Das Gericht hat sodann weiteren Beweis erhoben durch Einholung ergänzender Stellungnahmen des Herrn Dr. N1 vom 28.11.2008 und der Frau I vom 26.11.2008. Herr Dr. N1 hat sich auf sein Gutachten und das Zusatzgutachten der Frau I bezogen und ausgeführt, durch das gemeinsame Auftreten von Diabetes und Fruktosemalabsorption ergäben sich keine Mehrkosten. Es sei ausreichend, wenn die Klägerin eine diätetisch gewichtete normale Vollkost zu sich nehme. Auf der Basis der aktuellen Preislisten sei eine solche Kost nicht mit dem aktuellen Regelsatz zu gewährleisten. Die genannte Kost bedinge pro Tag einen Aufwand von 6,30 Euro. Entsprechend hat sich Frau I in ihrer ergänzenden Stellungahme geäußert. Weiter hat sie ausgeführt, die Ernährung bei Diabetes mellitus Typ 2 unter Berücksichtigung der Auswahl von geeigneten Lebensmitteln bei Fruktosemalabsorption entspreche den aktuellen Empfehlungen einer gesunden Ernährung der Deutschen Gesellschaft für Ernährung (DGE).

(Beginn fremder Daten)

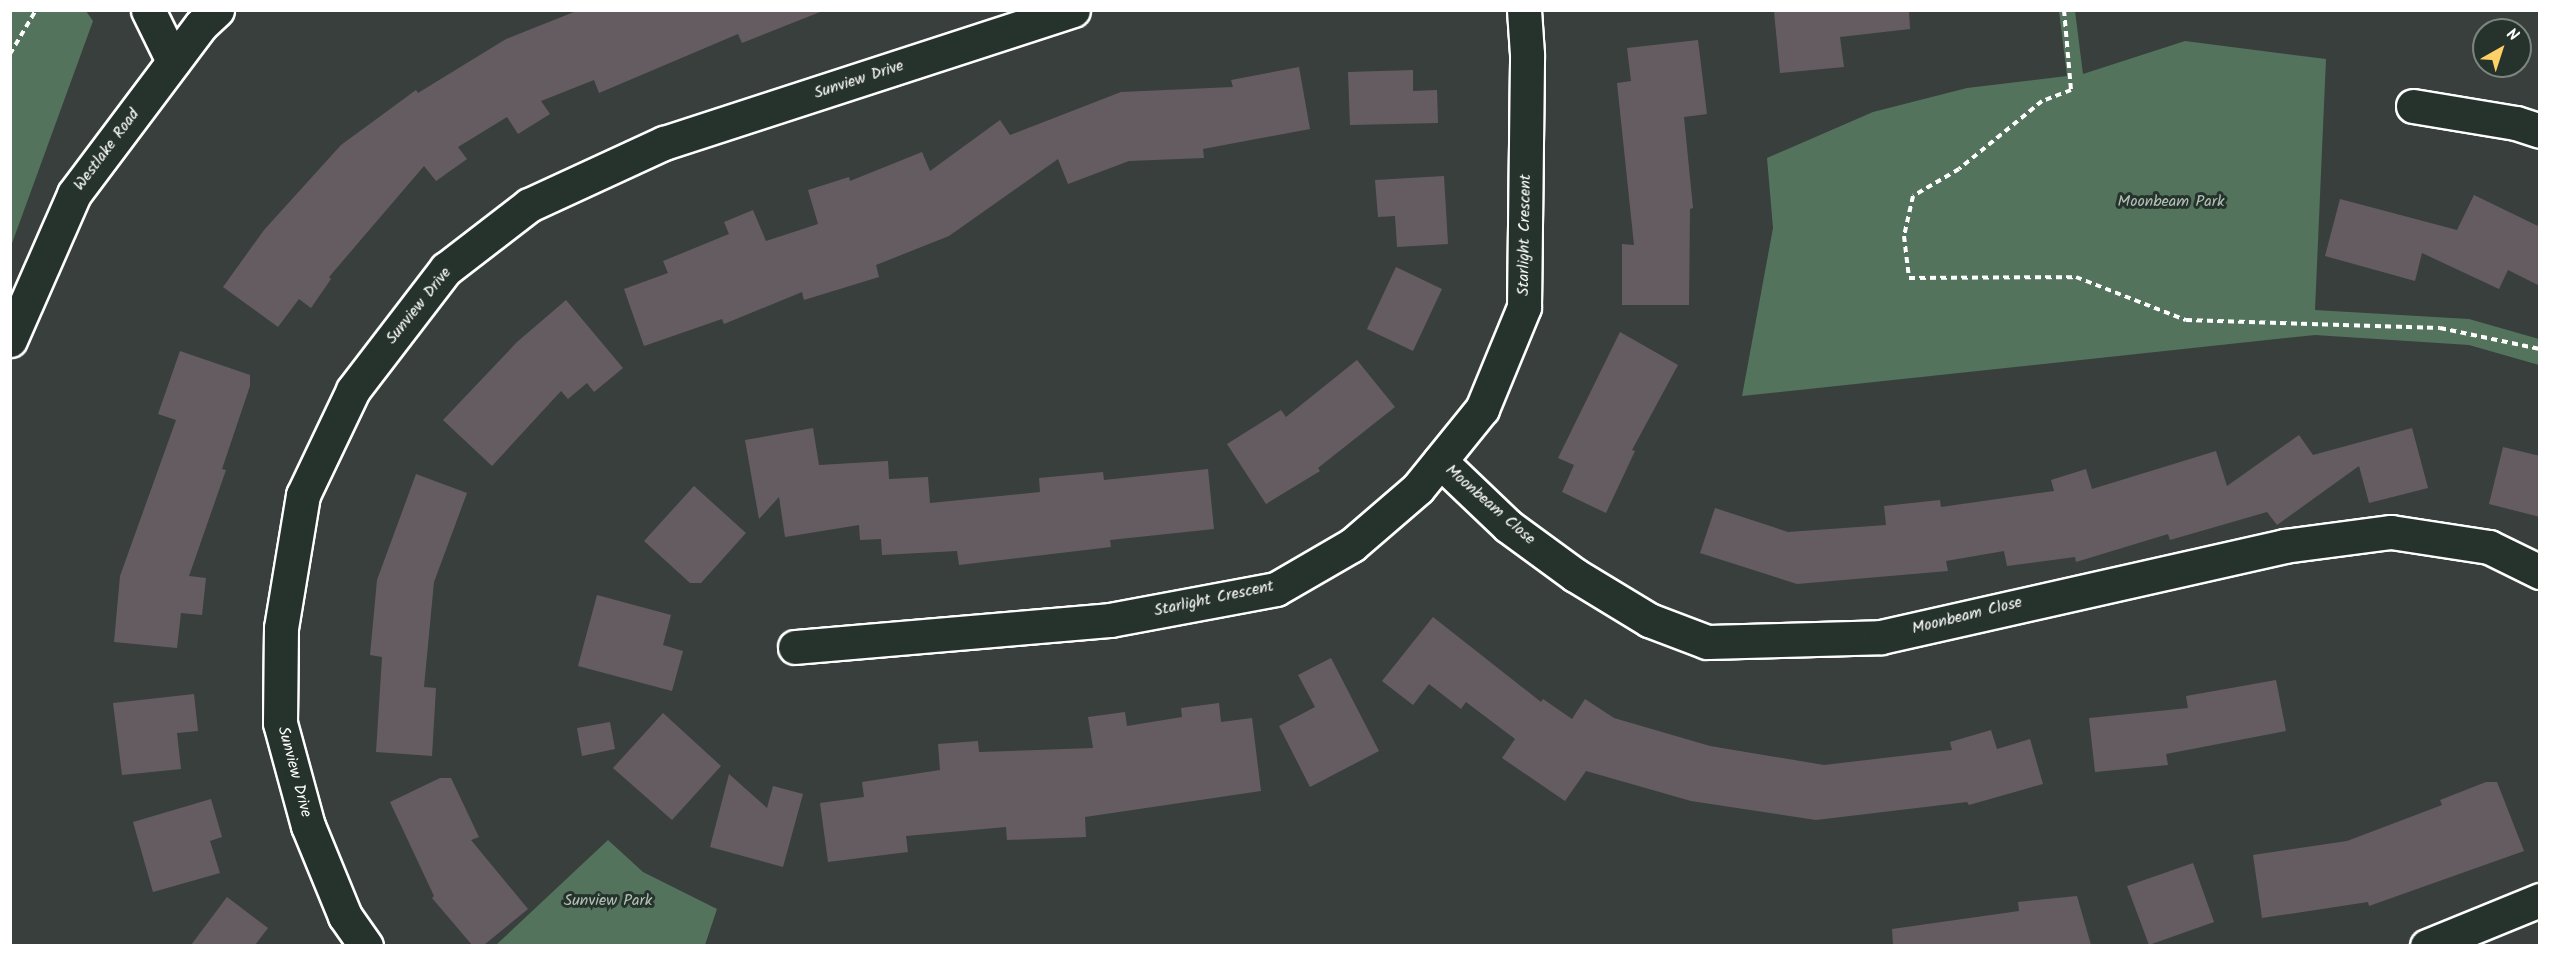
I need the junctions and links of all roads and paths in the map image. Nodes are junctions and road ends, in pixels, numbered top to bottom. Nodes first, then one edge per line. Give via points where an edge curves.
1 (36, 10) edge
2 (148, 10) edge
3 (217, 10) edge
4 (1073, 10) edge
5 (1524, 10) edge
6 (2064, 10) edge
7 (10, 54) edge
8 (173, 62) junction
9 (2413, 106) dead end
10 (2540, 131) edge
11 (10, 340) edge
12 (2540, 349) edge
13 (1440, 461) junction
14 (2540, 572) edge
15 (795, 647) dead end
16 (2540, 900) edge
17 (366, 945) edge
18 (2427, 945) edge

1 - 7 path
2 - 8 street
3 - 8 street, Westlake Road
4 - 17 street, Sunview Drive via 664,143 528,205 446,269 353,390 303,495 281,628 280,723 308,826 345,916
5 - 13 street, Starlight Crescent via 1527,54 1524,307 1482,409
6 - 12 path via 2071,90 2042,101 1959,169 1912,196 1904,236 1909,278 2076,277 2186,320 2440,328
8 - 11 street, Westlake Road via 74,194
9 - 10 street via 2516,123
13 - 14 street, Moonbeam Close via 1508,526 1575,574 1649,620 1707,642 1881,638 2284,546 2391,532 2489,547
13 - 15 street, Starlight Crescent via 1418,488 1352,545 1276,589 1110,620
16 - 18 street

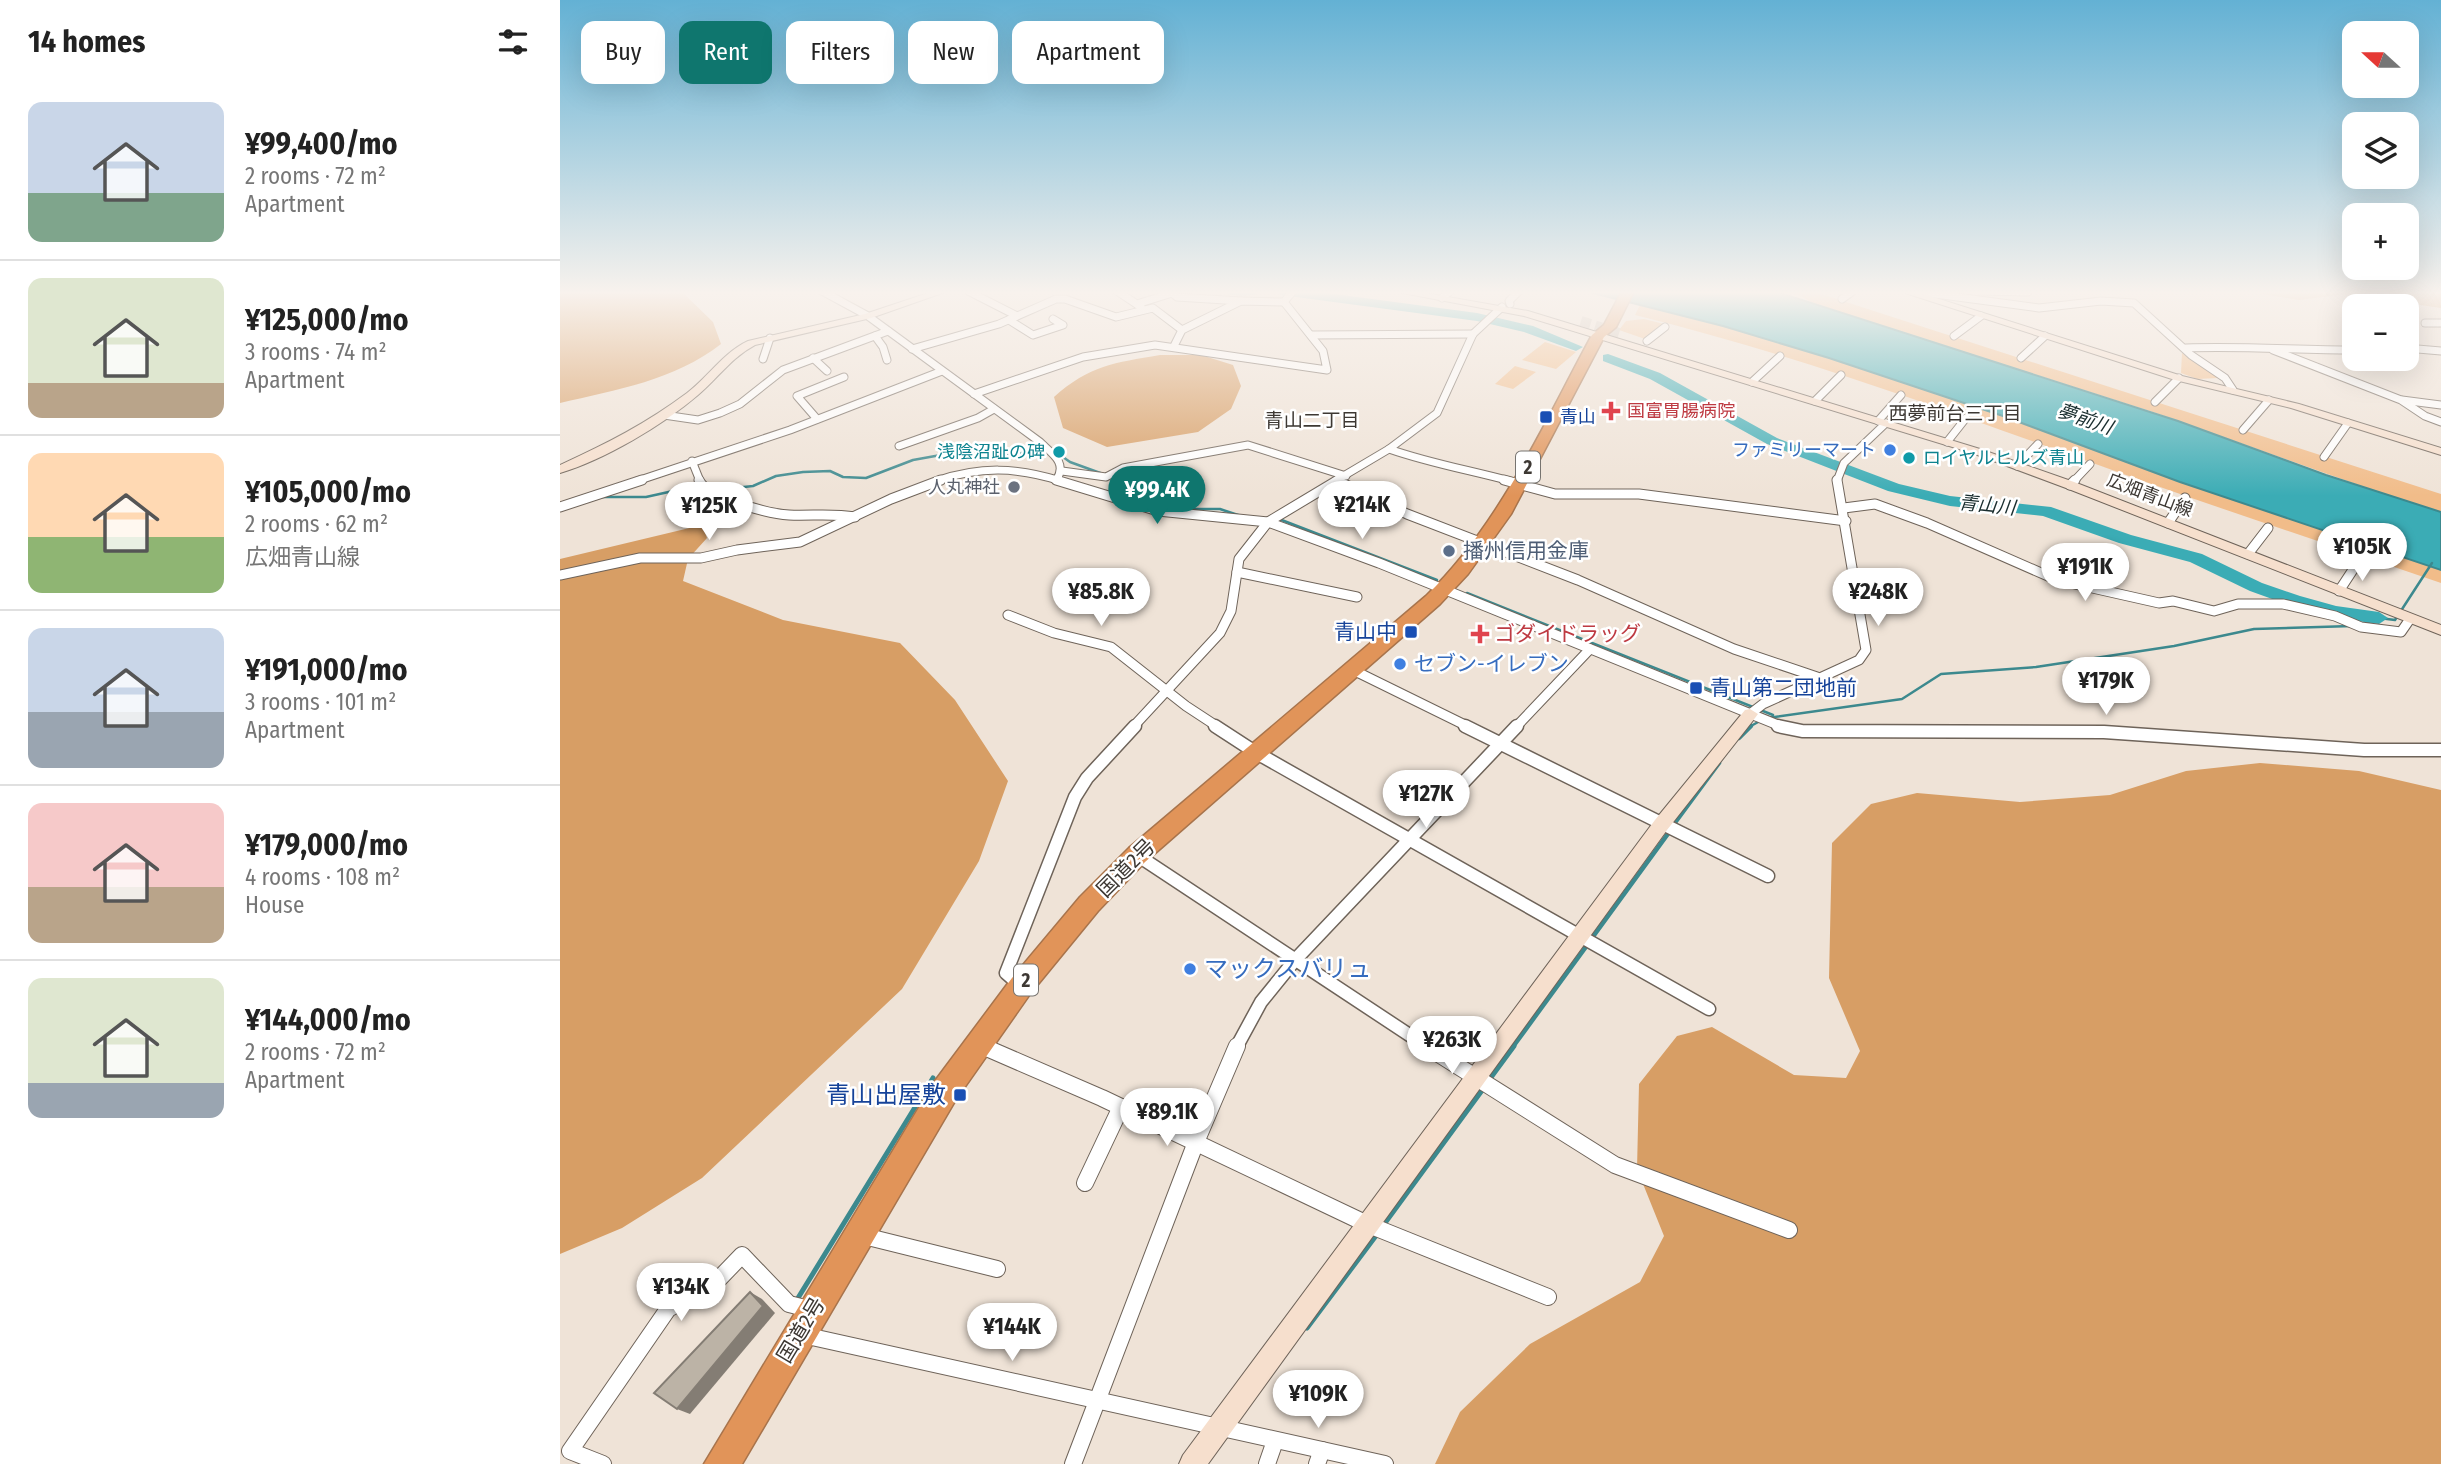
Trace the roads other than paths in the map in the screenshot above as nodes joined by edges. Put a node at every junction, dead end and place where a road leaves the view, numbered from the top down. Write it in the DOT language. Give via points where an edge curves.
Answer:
graph roads {
  1 [pos="729,359"];
  2 [pos="810,359"];
  3 [pos="814,359"];
  4 [pos="927,359"];
  5 [pos="1079,359"];
  6 [pos="1254,359"];
  7 [pos="1328,359"];
  8 [pos="1461,359"];
  9 [pos="1586,359"];
  10 [pos="1680,359"];
  11 [pos="1701,359"];
  12 [pos="1776,359"];
  13 [pos="2119,359"];
  14 [pos="2198,359"];
  15 [pos="2297,359"];
  16 [pos="1702,366"];
  17 [pos="827,371"];
  18 [pos="943,371"];
  19 [pos="1841,375"];
  20 [pos="844,377"];
  21 [pos="2179,378"];
  22 [pos="1752,382"];
  23 [pos="2233,390"];
  24 [pos="974,394"];
  25 [pos="1901,395"];
  26 [pos="2269,400"];
  27 [pos="2401,400"];
  28 [pos="1815,401"];
  29 [pos="2155,402"];
  30 [pos="2441,405"];
  31 [pos="995,409"];
  32 [pos="664,415"];
  33 [pos="1966,418"];
  34 [pos="817,419"];
  35 [pos="1882,422"];
  36 [pos="2441,422"];
  37 [pos="2348,423"];
  38 [pos="2243,430"];
  39 [pos="1947,442"];
  40 [pos="2038,444"];
  41 [pos="899,446"];
  42 [pos="1389,449"];
  43 [pos="2441,452"];
  44 [pos="2324,457"];
  45 [pos="692,461"];
  46 [pos="2090,464"];
  47 [pos="2017,466"];
  48 [pos="560,469"];
  49 [pos="1059,475"];
  50 [pos="1342,479"];
  51 [pos="2070,485"];
  52 [pos="1518,486"];
  53 [pos="2185,498"];
  54 [pos="560,508"];
  55 [pos="1844,508"];
  56 [pos="855,517"];
  57 [pos="1272,519"];
  58 [pos="1846,521"];
  59 [pos="2168,523"];
  60 [pos="2267,528"];
  61 [pos="1485,542"];
  62 [pos="2248,554"];
  63 [pos="2360,559"];
  64 [pos="1237,572"];
  65 [pos="560,575"];
  66 [pos="1444,590"];
  67 [pos="2339,591"];
  68 [pos="1356,597"];
  69 [pos="1008,615"];
  70 [pos="2407,618"];
  71 [pos="2441,630"];
  72 [pos="1590,649"];
  73 [pos="1353,670"];
  74 [pos="1817,677"];
  75 [pos="1168,690"];
  76 [pos="1760,713"];
  77 [pos="1499,745"];
  78 [pos="2441,750"];
  79 [pos="1255,752"];
  80 [pos="1661,825"];
  81 [pos="1410,840"];
  82 [pos="1137,855"];
  83 [pos="1768,876"];
  84 [pos="1588,941"];
  85 [pos="1295,960"];
  86 [pos="1021,986"];
  87 [pos="1709,1009"];
  88 [pos="978,1044"];
  89 [pos="1483,1084"];
  90 [pos="1121,1107"];
  91 [pos="1196,1142"];
  92 [pos="1085,1183"];
  93 [pos="1379,1229"];
  94 [pos="1788,1230"];
  95 [pos="858,1234"];
  96 [pos="997,1269"];
  97 [pos="1548,1297"];
  98 [pos="813,1310"];
  99 [pos="799,1334"];
  100 [pos="1098,1403"];
  101 [pos="1217,1427"];
  102 [pos="1276,1441"];
  103 [pos="1319,1457"];
  104 [pos="603,1464"];
  105 [pos="722,1464"];
  106 [pos="1073,1464"];
  107 [pos="1192,1464"];
  108 [pos="1267,1464"];
  109 [pos="1385,1464"];
  1 -- 32 [label="main road"];
  2 -- 32 [label="street" via="783,370 740,404 720,413 698,420"];
  3 -- 17 [label="street"];
  4 -- 18 [label="street"];
  5 -- 24 [label="street"];
  6 -- 7 [label="street" via="1324,371"];
  8 -- 42 [label="street" via="1437,413"];
  9 -- 52 [label="highway, 国道2号 / 2"];
  10 -- 16 [label="main road, 広畑青山線"];
  11 -- 16 [label="main road" via="1706,362"];
  12 -- 22 [label="street"];
  13 -- 21 [label="main road"];
  14 -- 23 [label="street"];
  15 -- 27 [label="street"];
  16 -- 22 [label="main road, 広畑青山線"];
  18 -- 24 [label="street"];
  18 -- 34 [label="street"];
  19 -- 28 [label="street"];
  20 -- 34 [label="street" via="797,396"];
  21 -- 23 [label="main road"];
  21 -- 29 [label="street"];
  22 -- 28 [label="main road, 広畑青山線"];
  23 -- 26 [label="main road"];
  24 -- 31 [label="street"];
  25 -- 35 [label="street"];
  26 -- 37 [label="main road"];
  26 -- 38 [label="street"];
  27 -- 30 [label="street"];
  27 -- 36 [label="street"];
  28 -- 35 [label="main road, 広畑青山線"];
  31 -- 41 [label="street"];
  31 -- 49 [label="street" via="1061,463"];
  32 -- 48 [label="main road" via="620,442"];
  33 -- 39 [label="street"];
  34 -- 45 [label="street"];
  35 -- 39 [label="main road, 広畑青山線"];
  35 -- 55 [label="street" via="1841,468"];
  37 -- 43 [label="main road"];
  37 -- 44 [label="street"];
  39 -- 47 [label="main road, 広畑青山線"];
  40 -- 47 [label="street"];
  42 -- 50 [label="street"];
  42 -- 52 [label="street"];
  45 -- 54 [label="street"];
  45 -- 56 [label="street" via="702,487 716,496 786,515"];
  46 -- 51 [label="street"];
  47 -- 51 [label="main road, 広畑青山線"];
  49 -- 50 [label="street" via="1107,477 1123,468 1242,444"];
  49 -- 56 [label="street" via="1006,468 966,473 916,488"];
  49 -- 57 [label="street" via="1158,511"];
  50 -- 57 [label="street"];
  50 -- 61 [label="street" via="1407,514"];
  51 -- 59 [label="main road, 広畑青山線"];
  52 -- 58 [label="street" via="1573,496 1639,494"];
  52 -- 61 [label="highway, 国道2号 / 2"];
  53 -- 59 [label="street"];
  55 -- 58 [label="street"];
  55 -- 70 [label="street" via="1875,504 2056,580 2159,603 2173,601 2214,611 2238,604 2283,604 2361,627 2401,632"];
  56 -- 65 [label="street" via="800,542 701,558 640,558"];
  57 -- 64 [label="street" via="1239,559"];
  57 -- 66 [label="street"];
  58 -- 74 [label="street" via="1866,650 1859,660"];
  59 -- 62 [label="main road, 広畑青山線"];
  60 -- 62 [label="street"];
  61 -- 66 [label="highway, 国道2号 / 2"];
  61 -- 74 [label="street" via="1734,649"];
  62 -- 67 [label="main road, 広畑青山線"];
  63 -- 67 [label="street"];
  64 -- 68 [label="street"];
  64 -- 75 [label="street" via="1231,611 1220,633"];
  66 -- 72 [label="street"];
  66 -- 73 [label="highway, 国道2号 / 2"];
  67 -- 70 [label="main road, 広畑青山線"];
  69 -- 75 [label="street" via="1054,633 1111,647"];
  70 -- 71 [label="main road, 広畑青山線"];
  72 -- 76 [label="street"];
  72 -- 77 [label="street"];
  73 -- 77 [label="street"];
  73 -- 79 [label="highway, 国道2号 / 2"];
  74 -- 76 [label="street"];
  75 -- 79 [label="street"];
  75 -- 86 [label="street" via="1075,797 1006,973"];
  76 -- 78 [label="street" via="1802,731 2104,732 2364,750"];
  76 -- 80 [label="main road"];
  77 -- 80 [label="street"];
  77 -- 81 [label="street"];
  79 -- 81 [label="street"];
  79 -- 82 [label="highway, 国道2号 / 2"];
  80 -- 83 [label="street"];
  80 -- 84 [label="main road"];
  81 -- 84 [label="street"];
  81 -- 85 [label="street"];
  82 -- 85 [label="street"];
  82 -- 86 [label="highway, 国道2号 / 2"];
  84 -- 87 [label="street"];
  84 -- 89 [label="main road"];
  85 -- 89 [label="street"];
  85 -- 91 [label="street" via="1261,1002 1235,1049"];
  86 -- 88 [label="highway, 国道2号 / 2"];
  88 -- 90 [label="street"];
  88 -- 95 [label="highway, 国道2号 / 2"];
  89 -- 93 [label="main road"];
  89 -- 94 [label="street" via="1615,1165"];
  90 -- 91 [label="street"];
  90 -- 92 [label="street"];
  91 -- 93 [label="street"];
  91 -- 100 [label="street"];
  93 -- 97 [label="street"];
  93 -- 101 [label="main road"];
  95 -- 96 [label="street"];
  95 -- 98 [label="highway, 国道2号 / 2"];
  98 -- 99 [label="highway, 国道2号 / 2"];
  98 -- 104 [label="street" via="789,1304 742,1255 716,1282 668,1309 570,1451"];
  99 -- 100 [label="street"];
  99 -- 105 [label="highway, 国道2号 / 2"];
  100 -- 101 [label="street"];
  100 -- 106 [label="street"];
  101 -- 102 [label="street"];
  101 -- 107 [label="main road"];
  102 -- 103 [label="street"];
  102 -- 108 [label="street"];
  103 -- 109 [label="street"];
}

Hinsichtlich der weiteren Einzelheiten des Sach- und Streitstandes wird auf den Inhalt der Verwaltungsakte der Beklagten und der Gerichtsakte Bezug genommen, der Gegenstand der mündlichen Verhandlung gewesen ist.

Entscheidungsgründe:

Die Klage ist zulässig, aber unbegründet. Der angefochtene Bescheid vom 18.06.2007 in der Gestalt des Widerspruchsbescheides vom 31.08.2007 ist rechtmäßig und beschwert die Klägerin nicht in ihren Rechten gemäß § 54 Abs. 2 Satz 1 Sozialgerichtsgesetz (SGG). Die Klägerin hat keinen Anspruch auf Abänderung des ursprünglichen Bewilligungsbescheides vom 24.04.2007 in der Fassung der Änderungsbescheide vom 02.06.2007 und 31.07.2007 und zusätzliche Bewilligung eines Mehrbedarfszuschlages für kostenaufwändige Ernährung für die Zeit vom 01.06.2007 bis zum 30.11.2007.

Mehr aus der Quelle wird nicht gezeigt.